I love hifi. But high-end mystifies me. I can't help but think it's my lack of deep exposure.

I'd love to know if $100,000 amps matched to $100,000 speakers really sound so much better than the few-thousand dollar systems in my foreseeable future.

Is the worth of a quarter-million dollar system purely a function of sound quality, or some interaction between sound quality + one's idle disposable funds + time on one's hands?

And lordy, assuming they don't become the next Conrad Johnson, how do these companies that only produce a couple of high-road-to-nirvana-reviewed $50k-ish components fair in the short- and long-term, financially? Do they live long and prosper, and how? If not, are they cleaning up in their short stay, or losing their shirts to their dream?

I'll probably never know.
river251

Showing 1 response by mapman

Any system can only sound as good as the listener thinks it does. It's a
subjective thing that cannot be quantified.
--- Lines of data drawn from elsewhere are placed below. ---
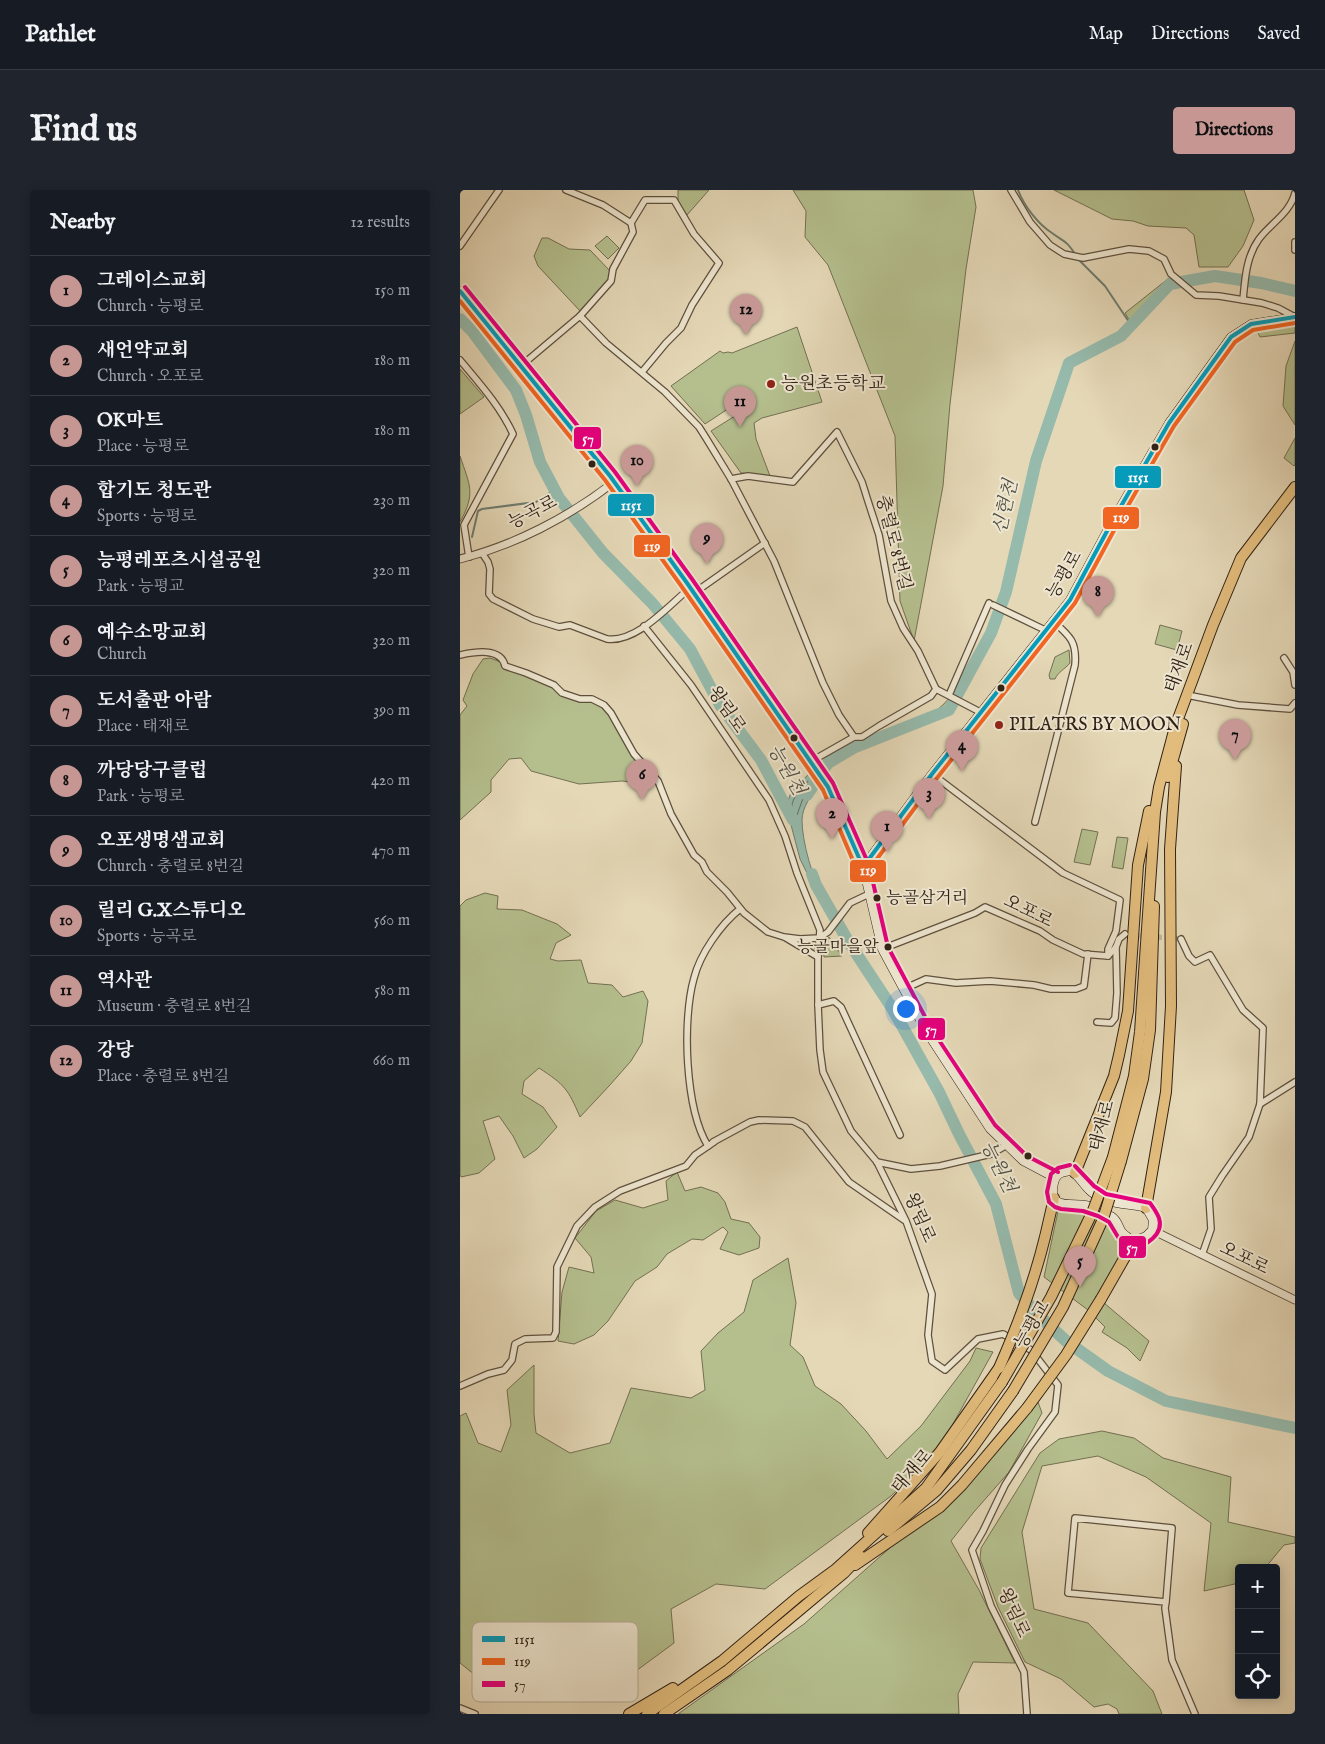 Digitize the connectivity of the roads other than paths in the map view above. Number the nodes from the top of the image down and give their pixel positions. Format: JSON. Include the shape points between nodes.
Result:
{"nodes":[{"id":1,"x":499,"y":190,"type":"edge"},
{"id":2,"x":566,"y":190,"type":"edge"},
{"id":3,"x":1011,"y":190,"type":"edge"},
{"id":4,"x":1295,"y":193,"type":"edge"},
{"id":5,"x":631,"y":223,"type":"junction"},
{"id":6,"x":1295,"y":242,"type":"edge"},
{"id":7,"x":460,"y":246,"type":"edge"},
{"id":8,"x":1295,"y":250,"type":"edge"},
{"id":9,"x":460,"y":291,"type":"edge"},
{"id":10,"x":1243,"y":300,"type":"junction"},
{"id":11,"x":580,"y":316,"type":"junction"},
{"id":12,"x":1295,"y":316,"type":"edge"},
{"id":13,"x":460,"y":360,"type":"edge"},
{"id":14,"x":522,"y":365,"type":"junction"},
{"id":15,"x":642,"y":372,"type":"junction"},
{"id":16,"x":731,"y":479,"type":"junction"},
{"id":17,"x":614,"y":482,"type":"junction"},
{"id":18,"x":1295,"y":487,"type":"edge"},
{"id":19,"x":1295,"y":495,"type":"edge"},
{"id":20,"x":765,"y":543,"type":"junction"},
{"id":21,"x":482,"y":553,"type":"junction"},
{"id":22,"x":469,"y":557,"type":"junction"},
{"id":23,"x":460,"y":560,"type":"edge"},
{"id":24,"x":692,"y":590,"type":"junction"},
{"id":25,"x":1054,"y":622,"type":"junction"},
{"id":26,"x":646,"y":626,"type":"junction"},
{"id":27,"x":1045,"y":630,"type":"junction"},
{"id":28,"x":460,"y":655,"type":"edge"},
{"id":29,"x":1284,"y":658,"type":"dead end"},
{"id":30,"x":1295,"y":685,"type":"edge"},
{"id":31,"x":936,"y":689,"type":"junction"},
{"id":32,"x":950,"y":696,"type":"junction"},
{"id":33,"x":1192,"y":696,"type":"junction"},
{"id":34,"x":1295,"y":702,"type":"edge"},
{"id":35,"x":980,"y":712,"type":"junction"},
{"id":36,"x":1179,"y":728,"type":"junction"},
{"id":37,"x":854,"y":737,"type":"junction"},
{"id":38,"x":810,"y":762,"type":"junction"},
{"id":39,"x":932,"y":774,"type":"junction"},
{"id":40,"x":1035,"y":822,"type":"dead end"},
{"id":41,"x":863,"y":867,"type":"junction"},
{"id":42,"x":869,"y":894,"type":"junction"},
{"id":43,"x":740,"y":908,"type":"junction"},
{"id":44,"x":1125,"y":934,"type":"dead end"},
{"id":45,"x":784,"y":937,"type":"junction"},
{"id":46,"x":819,"y":938,"type":"junction"},
{"id":47,"x":1181,"y":939,"type":"dead end"},
{"id":48,"x":1116,"y":947,"type":"junction"},
{"id":49,"x":882,"y":949,"type":"junction"},
{"id":50,"x":1088,"y":954,"type":"junction"},
{"id":51,"x":1108,"y":956,"type":"junction"},
{"id":52,"x":818,"y":957,"type":"junction"},
{"id":53,"x":904,"y":989,"type":"junction"},
{"id":54,"x":818,"y":1005,"type":"junction"},
{"id":55,"x":1097,"y":1022,"type":"dead end"},
{"id":56,"x":1295,"y":1082,"type":"edge"},
{"id":57,"x":1260,"y":1104,"type":"junction"},
{"id":58,"x":900,"y":1135,"type":"dead end"},
{"id":59,"x":1007,"y":1145,"type":"junction"},
{"id":60,"x":708,"y":1146,"type":"junction"},
{"id":61,"x":1117,"y":1159,"type":"junction"},
{"id":62,"x":876,"y":1162,"type":"junction"},
{"id":63,"x":1075,"y":1173,"type":"junction"},
{"id":64,"x":1054,"y":1178,"type":"junction"},
{"id":65,"x":1054,"y":1198,"type":"junction"},
{"id":66,"x":1146,"y":1208,"type":"junction"},
{"id":67,"x":906,"y":1221,"type":"junction"},
{"id":68,"x":1152,"y":1230,"type":"junction"},
{"id":69,"x":1136,"y":1241,"type":"junction"},
{"id":70,"x":1202,"y":1254,"type":"junction"},
{"id":71,"x":1295,"y":1300,"type":"edge"},
{"id":72,"x":460,"y":1386,"type":"edge"},
{"id":73,"x":1013,"y":1391,"type":"joint"},
{"id":74,"x":840,"y":1571,"type":"junction"},
{"id":75,"x":1166,"y":1602,"type":"junction"},
{"id":76,"x":722,"y":1661,"type":"junction"},
{"id":77,"x":460,"y":1708,"type":"edge"},
{"id":78,"x":475,"y":1714,"type":"edge"},
{"id":79,"x":629,"y":1714,"type":"edge"},
{"id":80,"x":646,"y":1714,"type":"edge"},
{"id":81,"x":664,"y":1714,"type":"edge"},
{"id":82,"x":1027,"y":1714,"type":"edge"},
{"id":83,"x":1195,"y":1714,"type":"edge"}],
"edges":[{"from":1,"to":7,"type":"street"},
{"from":2,"to":5,"type":"street","via":[[603,205]]},
{"from":3,"to":10,"type":"street","via":[[1030,222],[1050,245],[1064,254],[1083,258],[1129,249],[1149,251],[1164,259],[1172,274],[1196,295]]},
{"from":4,"to":10,"type":"street","via":[[1292,203],[1258,240],[1246,266]]},
{"from":5,"to":11,"type":"street","via":[[633,232],[613,269],[611,281]]},
{"from":5,"to":15,"type":"street","via":[[645,200],[674,200],[694,234],[718,263],[681,328]]},
{"from":6,"to":8,"type":"street"},
{"from":9,"to":14,"type":"main road"},
{"from":10,"to":12,"type":"street","via":[[1262,303]]},
{"from":11,"to":14,"type":"street"},
{"from":11,"to":15,"type":"street","via":[[606,343]]},
{"from":12,"to":25,"type":"main road","name":"능평로","via":[[1251,324],[1231,338],[1169,423],[1070,600]]},
{"from":13,"to":22,"type":"street","via":[[498,406],[513,434],[464,525]]},
{"from":14,"to":17,"type":"main road"},
{"from":15,"to":16,"type":"street","via":[[698,428]]},
{"from":16,"to":20,"type":"street"},
{"from":16,"to":31,"type":"street","name":"충렬로 8번길","via":[[748,476],[793,482],[837,432],[862,482],[879,535],[891,600]]},
{"from":17,"to":21,"type":"street","name":"능곡로","via":[[532,534]]},
{"from":17,"to":24,"type":"main road"},
{"from":18,"to":36,"type":"highway","name":"태재로","via":[[1242,558],[1213,625]]},
{"from":19,"to":33,"type":"highway","name":"태재로","via":[[1247,560],[1217,627]]},
{"from":20,"to":24,"type":"street"},
{"from":20,"to":37,"type":"street","via":[[830,699]]},
{"from":21,"to":22,"type":"street","name":"능곡로"},
{"from":21,"to":26,"type":"street","via":[[490,569],[489,594],[533,619],[559,627],[570,625],[612,640]]},
{"from":22,"to":23,"type":"street","name":"능곡로"},
{"from":24,"to":26,"type":"street","via":[[683,593]]},
{"from":24,"to":38,"type":"main road"},
{"from":25,"to":27,"type":"main road","name":"능평로"},
{"from":25,"to":40,"type":"street","via":[[1070,636],[1076,651]]},
{"from":26,"to":46,"type":"street","name":"왕림로","via":[[691,685],[769,800],[820,930]]},
{"from":27,"to":32,"type":"street","via":[[991,604]]},
{"from":27,"to":35,"type":"main road","name":"능평로"},
{"from":28,"to":43,"type":"street","via":[[482,652],[499,655],[505,666],[554,685],[562,693],[604,705],[634,754],[658,781],[671,814],[694,855]]},
{"from":29,"to":30,"type":"street","via":[[1293,672]]},
{"from":31,"to":32,"type":"street"},
{"from":31,"to":37,"type":"street","via":[[931,696],[862,737]]},
{"from":32,"to":35,"type":"street"},
{"from":33,"to":34,"type":"street","via":[[1238,705],[1290,709]]},
{"from":33,"to":36,"type":"highway","name":"태재로"},
{"from":35,"to":39,"type":"main road","name":"능평로"},
{"from":36,"to":61,"type":"highway","name":"태재로","via":[[1160,811],[1150,1030],[1143,1079]]},
{"from":36,"to":63,"type":"highway","via":[[1168,740],[1156,776],[1138,865],[1128,1011],[1119,1055],[1114,1076]]},
{"from":36,"to":66,"type":"highway","via":[[1170,849],[1171,1006],[1166,1092]]},
{"from":37,"to":38,"type":"street"},
{"from":38,"to":41,"type":"main road","via":[[828,787]]},
{"from":39,"to":41,"type":"main road","name":"능평로"},
{"from":39,"to":51,"type":"street","via":[[1063,873],[1120,900],[1116,931]]},
{"from":41,"to":42,"type":"main road"},
{"from":42,"to":46,"type":"street","via":[[848,904],[828,932]]},
{"from":42,"to":49,"type":"main road"},
{"from":43,"to":45,"type":"street","via":[[763,929]]},
{"from":43,"to":60,"type":"street","via":[[722,926],[706,951],[694,977],[688,1009],[690,1089],[699,1131]]},
{"from":44,"to":48,"type":"street","via":[[1118,939]]},
{"from":45,"to":46,"type":"street"},
{"from":45,"to":52,"type":"street"},
{"from":46,"to":52,"type":"street","name":"왕림로"},
{"from":47,"to":57,"type":"street","via":[[1195,962],[1210,955],[1243,1010],[1263,1028]]},
{"from":48,"to":51,"type":"street"},
{"from":48,"to":55,"type":"street","via":[[1115,1018],[1110,1022]]},
{"from":49,"to":50,"type":"street","name":"오포로","via":[[985,908]]},
{"from":49,"to":53,"type":"main road"},
{"from":50,"to":51,"type":"street","name":"오포로"},
{"from":50,"to":53,"type":"street","via":[[1084,986],[1076,989],[926,980]]},
{"from":52,"to":54,"type":"street","name":"왕림로"},
{"from":53,"to":59,"type":"main road","via":[[926,1031],[990,1129]]},
{"from":54,"to":58,"type":"street","via":[[834,1001],[841,1007]]},
{"from":54,"to":62,"type":"street","name":"왕림로","via":[[823,1072],[850,1132]]},
{"from":56,"to":57,"type":"street"},
{"from":57,"to":70,"type":"street","via":[[1249,1137],[1209,1197],[1211,1229]]},
{"from":59,"to":62,"type":"street","via":[[991,1154],[940,1166],[911,1169]]},
{"from":59,"to":64,"type":"main road","via":[[1023,1161]]},
{"from":60,"to":67,"type":"street","via":[[750,1122],[792,1120],[804,1127],[849,1182]]},
{"from":60,"to":72,"type":"street","via":[[686,1166],[620,1191],[595,1207],[576,1226],[557,1267],[556,1332],[553,1338],[525,1339],[515,1344],[512,1360],[504,1370]]},
{"from":61,"to":73,"type":"highway","name":"능평교","bridge":true,"via":[[1103,1219],[1063,1306]]},
{"from":61,"to":74,"type":"highway","name":"태재로","bridge":true,"via":[[1051,1297],[1002,1382],[926,1488]]},
{"from":62,"to":67,"type":"street","name":"왕림로"},
{"from":63,"to":64,"type":"main road","via":[[1060,1173]]},
{"from":63,"to":66,"type":"main road","via":[[1092,1193],[1125,1206]]},
{"from":64,"to":65,"type":"main road"},
{"from":65,"to":69,"type":"main road","via":[[1070,1206],[1093,1206],[1116,1219],[1123,1234]]},
{"from":65,"to":74,"type":"highway","bridge":true,"via":[[1036,1272],[999,1368],[940,1452]]},
{"from":66,"to":68,"type":"main road","via":[[1153,1220]]},
{"from":67,"to":82,"type":"street","name":"왕림로","via":[[932,1294],[928,1335],[932,1361],[945,1370],[978,1339],[1003,1334],[1031,1350],[1058,1385],[1055,1412],[1005,1486],[972,1550],[991,1606],[1024,1672]]},
{"from":68,"to":69,"type":"main road"},
{"from":68,"to":70,"type":"street","name":"오포로"},
{"from":69,"to":74,"type":"highway","bridge":true,"via":[[1066,1355],[1027,1408],[962,1485],[940,1507]]},
{"from":70,"to":71,"type":"street","name":"오포로"},
{"from":73,"to":74,"type":"highway","name":"태재로","via":[[971,1450],[936,1491]]},
{"from":74,"to":76,"type":"highway","name":"태재로","via":[[799,1596]]},
{"from":74,"to":81,"type":"highway","name":"태재로","via":[[728,1670]]},
{"from":75,"to":75,"type":"street","via":[[1172,1528],[1075,1518],[1068,1593]]},
{"from":75,"to":83,"type":"street","via":[[1172,1660]]},
{"from":76,"to":79,"type":"highway"},
{"from":76,"to":80,"type":"highway","name":"태재로"},
{"from":77,"to":78,"type":"street"}]}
My opinion is that a lot of high end audio is all about perception and
everything that goes into that.

But here is the thing. A knowledgable audio buff focuses on making his
system better continuously over many years. At what point do you hit the
ceiling but still try to improve? What then? Sideways or even backwards
progress maybe? We are so in tune with sound so why is the chase an
endless one sometimes? Kind of like chasing that beautiful girl, getting
her, and then still not being satisfied. It seems to me either an illness or
a business, or maybe both a lot of the time.